The roster is in an interesting state as the Browns are set to enter the NFL Draft tonight.
They return the entire starting offense from last year and added receiver Elijah Moore and No. 2 tight end Jordan Akins. They invested heavily in the defense in free agency, with tackle Dalvin Tomlinson, end Ogbonnia Okoronkwo and safety Juan Thornhill the marquee signings.
With the possible exceptions of linebacker, where the top four guys are returning from season-ending injuries, and maybe defensive tackle, the Browns don’t have an opening in the starting lineup.
That’s an enviable position to be in, especially given some of the high-end talent — quarterback Deshaun Watson, defensive end Myles Garrett, running back Nick Chubb, cornerback Denzel Ward, receiver Amari Cooper and perhaps the best guard tandem in the league.
Entering the draft without a screaming need in the starting 22 is necessary for the Browns, who traded their first two picks and aren’t scheduled to select until No. 74 in the third round. But the depth is a concern and raises several questions.
The Browns expect to be in the playoffs. General manager Andrew Berry and coach Kevin Stefanski are in their fourth years and have underachieved in missing the playoffs the last two seasons. They went all-in with Watson.
With the pressure on — and jobs likely on the line — can the Browns really use all eight of their draft picks and keep them on the roster in September?
My initial thought is no, but Berry added picks last year during the draft and took nine players. The only one who didn’t make the team was seventh-round center Dawson Deaton, who suffered a season-ending torn anterior cruciate ligament in August.
The Browns certainly have eight openings on the second and third strings. They could use, in no particular order: a running back to compete with Jerome Ford behind Chubb, a tight end to challenge Harrison Bryant, a swing tackle in case James Hudson III isn’t the answer, a receiver to add to the mix, a defensive end and defensive tackle to join the rotation, a linebacker, a safety and you can never have enough cornerbacks.
Berry just might not want so many of the backups to be rookies, especially with six of the picks scheduled for the fourth round and lower. His best option is a balance of draft picks and experienced but affordable veterans.

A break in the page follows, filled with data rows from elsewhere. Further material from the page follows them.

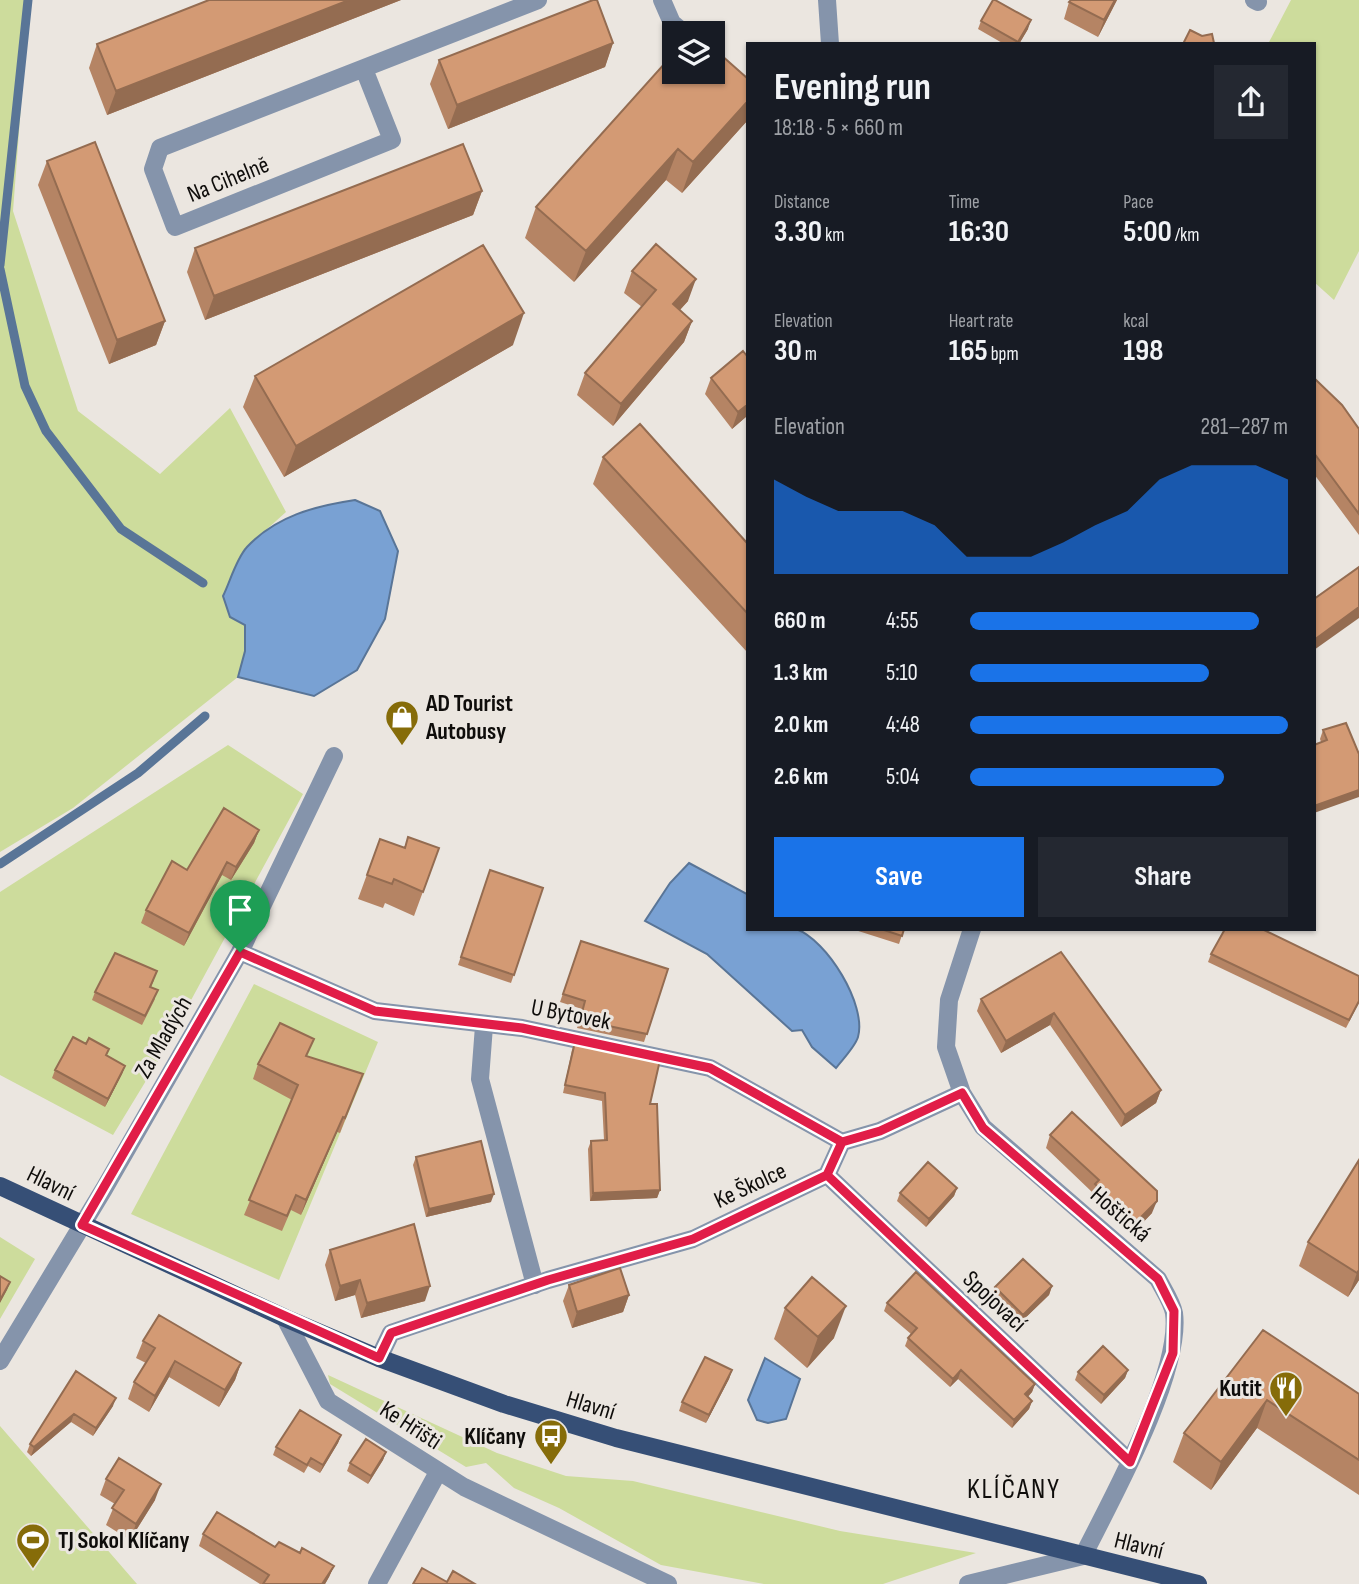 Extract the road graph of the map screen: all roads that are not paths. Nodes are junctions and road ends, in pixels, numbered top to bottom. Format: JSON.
{"nodes":[{"id":1,"x":538,"y":0,"type":"edge"},
{"id":2,"x":662,"y":0,"type":"edge"},
{"id":3,"x":827,"y":0,"type":"edge"},
{"id":4,"x":671,"y":21,"type":"edge"},
{"id":5,"x":830,"y":42,"type":"edge"},
{"id":6,"x":363,"y":69,"type":"junction"},
{"id":7,"x":334,"y":756,"type":"dead end"},
{"id":8,"x":970,"y":931,"type":"edge"},
{"id":9,"x":240,"y":952,"type":"junction"},
{"id":10,"x":484,"y":1026,"type":"junction"},
{"id":11,"x":962,"y":1093,"type":"junction"},
{"id":12,"x":842,"y":1142,"type":"junction"},
{"id":13,"x":827,"y":1175,"type":"junction"},
{"id":14,"x":0,"y":1186,"type":"edge"},
{"id":15,"x":82,"y":1225,"type":"junction"},
{"id":16,"x":535,"y":1284,"type":"junction"},
{"id":17,"x":285,"y":1318,"type":"junction"},
{"id":18,"x":379,"y":1358,"type":"junction"},
{"id":19,"x":0,"y":1361,"type":"edge"},
{"id":20,"x":1130,"y":1462,"type":"junction"},
{"id":21,"x":438,"y":1472,"type":"junction"},
{"id":22,"x":1083,"y":1556,"type":"junction"},
{"id":23,"x":377,"y":1584,"type":"edge"},
{"id":24,"x":668,"y":1584,"type":"edge"},
{"id":25,"x":968,"y":1584,"type":"edge"},
{"id":26,"x":1198,"y":1584,"type":"edge"}],
"edges":[{"from":1,"to":6,"type":"street","name":"Na Cihelně"},
{"from":2,"to":4,"type":"street"},
{"from":3,"to":5,"type":"street"},
{"from":6,"to":6,"type":"street","name":"Na Cihelně"},
{"from":7,"to":9,"type":"street","name":"Za Mladých"},
{"from":8,"to":11,"type":"street","name":"Hoštická"},
{"from":9,"to":10,"type":"street","name":"U Bytovek"},
{"from":9,"to":15,"type":"street","name":"Za Mladých"},
{"from":10,"to":12,"type":"street","name":"U Bytovek"},
{"from":10,"to":16,"type":"street"},
{"from":11,"to":12,"type":"street"},
{"from":11,"to":20,"type":"street","name":"Hoštická"},
{"from":12,"to":13,"type":"street","name":"Ke Školce"},
{"from":13,"to":16,"type":"street","name":"Ke Školce"},
{"from":13,"to":20,"type":"street","name":"Spojovací"},
{"from":14,"to":15,"type":"main road","name":"Hlavní"},
{"from":15,"to":17,"type":"main road","name":"Hlavní"},
{"from":15,"to":19,"type":"street","name":"Za Mladých"},
{"from":16,"to":18,"type":"street","name":"Ke Školce"},
{"from":17,"to":18,"type":"main road","name":"Hlavní"},
{"from":17,"to":21,"type":"street","name":"Ke Hřišti"},
{"from":18,"to":22,"type":"main road","name":"Hlavní"},
{"from":20,"to":22,"type":"street","name":"Hoštická"},
{"from":21,"to":23,"type":"street","name":"Ke Hřišti"},
{"from":21,"to":24,"type":"street"},
{"from":22,"to":25,"type":"street"},
{"from":22,"to":26,"type":"main road","name":"Hlavní"}]}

Affordable is important. All of Berry’s moves for the foreseeable future will be made with great attention paid to the salary cap.
The Browns have a big-money roster. It was heading there with extensions for Garrett, Ward, Chubb, guards Joel Bitonio and Wyatt Teller and completely crossed over with Watson’s contract.
When so much of the salary cap is committed to a small number of players, the roster tends to get top-heavy. Rookies are the cheapest complement, so Berry needs to get the right ones.
He hasn’t been great in his three drafts.
He’s made 24 picks, and none has been to a Pro Bowl. His best pick was receiver Donovan Peoples-Jones. Taken in the sixth round in 2020, he contributed as a rookie, improved in Year 2 and developed into a reliable starter last year.
Cornerback Martin Emerson Jr., the team’s first pick last year at No. 68, was a key piece of the defense as a rookie. Left tackle Jedrick Wills Jr., cornerback Greg Newsome II, safety Grant Delpit and linebacker Jeremiah Owusu-Koramoah were first- and second-round picks and are established starters, but it remains to be seen if any will fulfill his potential and draft status.
The jury is still out on a dozen other picks, with more questions than answers.
The third round should be the key to this draft. Berry has two picks, and the focus is heightened without a choice in the first two rounds.
He better be better than he’s been in the third round.
Receiver Anthony Schwartz in 2021 was the worst of the six selections. He has 14 catches in two seasons and is a long shot to make the roster, especially after the additions of Moore and Marquise Goodwin, who bring the speed Schwartz was supposed to provide.
Defensive tackle Jordan Elliott and linebacker Jacob Phillips were the third-round picks in 2020. Elliott struggled last year in his first season as a starter, while Phillips has been hurt every year and hasn’t been effective when he’s played.
Emerson, defensive end Alex Wright and receiver David Bell made for a full third round a year ago. While Emerson was a bright spot, including a team-high-tying 15 passes defensed, Wright didn’t have a quarterback hit in 17 games and Bell had 24 catches and no touchdowns in 16 games. Wright and Bell must take a leap this season to help the team and make Berry’s draft record look better.
Berry insists he won’t sacrifice better talent in the quest to fill needs, but it would be a surprise if he doesn’t add a defensive end, defensive tackle, linebacker, safety and tight end over the next two days. A defensive lineman-linebacker combo in the third round would make a lot of sense.